For Nokia, offering Android (not wholesale switching), will be more like peeing on their boots to put out a fire (market share losses). If that’s what they have to do, they’ll do it. Hopefully, they won’t burn the hose.

Nokia still has real advantages in build quailty and phone performance. But Symbian isn’t going to be the Windows of ultra-portable devices. That’s why they need to tread in Android waters and see how it goes.

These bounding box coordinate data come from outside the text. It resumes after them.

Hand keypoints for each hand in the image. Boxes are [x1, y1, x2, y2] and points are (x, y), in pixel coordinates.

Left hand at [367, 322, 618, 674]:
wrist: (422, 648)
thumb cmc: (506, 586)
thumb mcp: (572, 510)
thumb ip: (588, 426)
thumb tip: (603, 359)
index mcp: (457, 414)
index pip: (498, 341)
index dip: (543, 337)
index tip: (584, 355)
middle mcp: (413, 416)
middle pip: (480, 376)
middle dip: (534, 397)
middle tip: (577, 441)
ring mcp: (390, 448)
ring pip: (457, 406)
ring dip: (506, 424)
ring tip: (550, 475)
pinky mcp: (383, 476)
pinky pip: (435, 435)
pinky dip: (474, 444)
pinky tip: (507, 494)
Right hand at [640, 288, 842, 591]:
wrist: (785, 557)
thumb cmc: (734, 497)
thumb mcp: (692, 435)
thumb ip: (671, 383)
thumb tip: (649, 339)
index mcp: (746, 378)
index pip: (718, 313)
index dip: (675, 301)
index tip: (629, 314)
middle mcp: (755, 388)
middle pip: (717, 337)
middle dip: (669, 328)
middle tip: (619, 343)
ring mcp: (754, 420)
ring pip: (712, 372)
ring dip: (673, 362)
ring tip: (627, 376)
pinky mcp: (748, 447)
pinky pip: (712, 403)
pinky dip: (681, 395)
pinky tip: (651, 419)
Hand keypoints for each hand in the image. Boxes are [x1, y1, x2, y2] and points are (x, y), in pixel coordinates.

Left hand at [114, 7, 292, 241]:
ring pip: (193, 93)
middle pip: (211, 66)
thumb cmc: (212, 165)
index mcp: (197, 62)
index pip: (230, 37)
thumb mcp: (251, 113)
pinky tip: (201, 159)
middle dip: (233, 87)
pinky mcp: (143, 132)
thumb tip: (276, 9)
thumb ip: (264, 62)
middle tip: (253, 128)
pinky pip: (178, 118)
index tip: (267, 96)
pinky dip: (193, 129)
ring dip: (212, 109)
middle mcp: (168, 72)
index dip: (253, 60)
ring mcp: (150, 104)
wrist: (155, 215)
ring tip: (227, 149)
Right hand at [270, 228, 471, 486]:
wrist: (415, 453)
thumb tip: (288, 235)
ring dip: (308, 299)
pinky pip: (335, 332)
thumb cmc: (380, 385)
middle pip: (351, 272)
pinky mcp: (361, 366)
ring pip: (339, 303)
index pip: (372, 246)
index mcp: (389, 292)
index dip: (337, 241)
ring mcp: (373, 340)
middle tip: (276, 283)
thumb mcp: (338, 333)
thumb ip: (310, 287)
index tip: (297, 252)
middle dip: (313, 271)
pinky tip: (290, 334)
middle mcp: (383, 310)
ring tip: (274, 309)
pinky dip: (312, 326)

The idea isn’t simply to gain market share but to gain profitable market share.  The point of Mr. Vanjoki’s comments is that an OEM can’t make long-term profits by building Android devices, because by building Android, you build nothing more than a fungible device that leaves you without pricing power.  The unprofitable short-term gain in market share is the pissing down one’s leg part of the simile; the freezing, after short-term warmth of increased market share, is when your CFO tells you that you have even less profit than you would have had, if you had stayed with Symbian, and that the Board has scheduled a meeting to discuss your future.


Nice graphic, Bryan.

It’s hard to appreciate Nokia’s hold on market share until you come to Asia or Sub-Saharan Africa, and that is about the only handset manufacturer you can find. However, this is still low-end, non-smart phone market share, thus not the profitable share, but market forces dictate that this hold is not about to change any time soon. Nokia enjoy brand loyalty in Europe and near monopoly status in many low and middle income countries (very large populations). They may be counting on this to buy them time to experiment with a home-grown option before taking the Android plunge.

Bryan Chaffin

Nice graphic, Bryan.

Thanks! My idea, but Jeff Gamet was the one did the real work of making it. One has to have a little fun with one’s job now and then. smile

Also, your points about Nokia are very important when thinking about the global market. Here in the U.S. it’s easy for us to think that RIM, Apple, and a few Android phones are all anyone buys.


but Jeff Gamet was the one did the real work of making it.

Why am I not surprised…Evil genius meets twisted genius. See you guys back on the AWR (or whatever it’s now called)!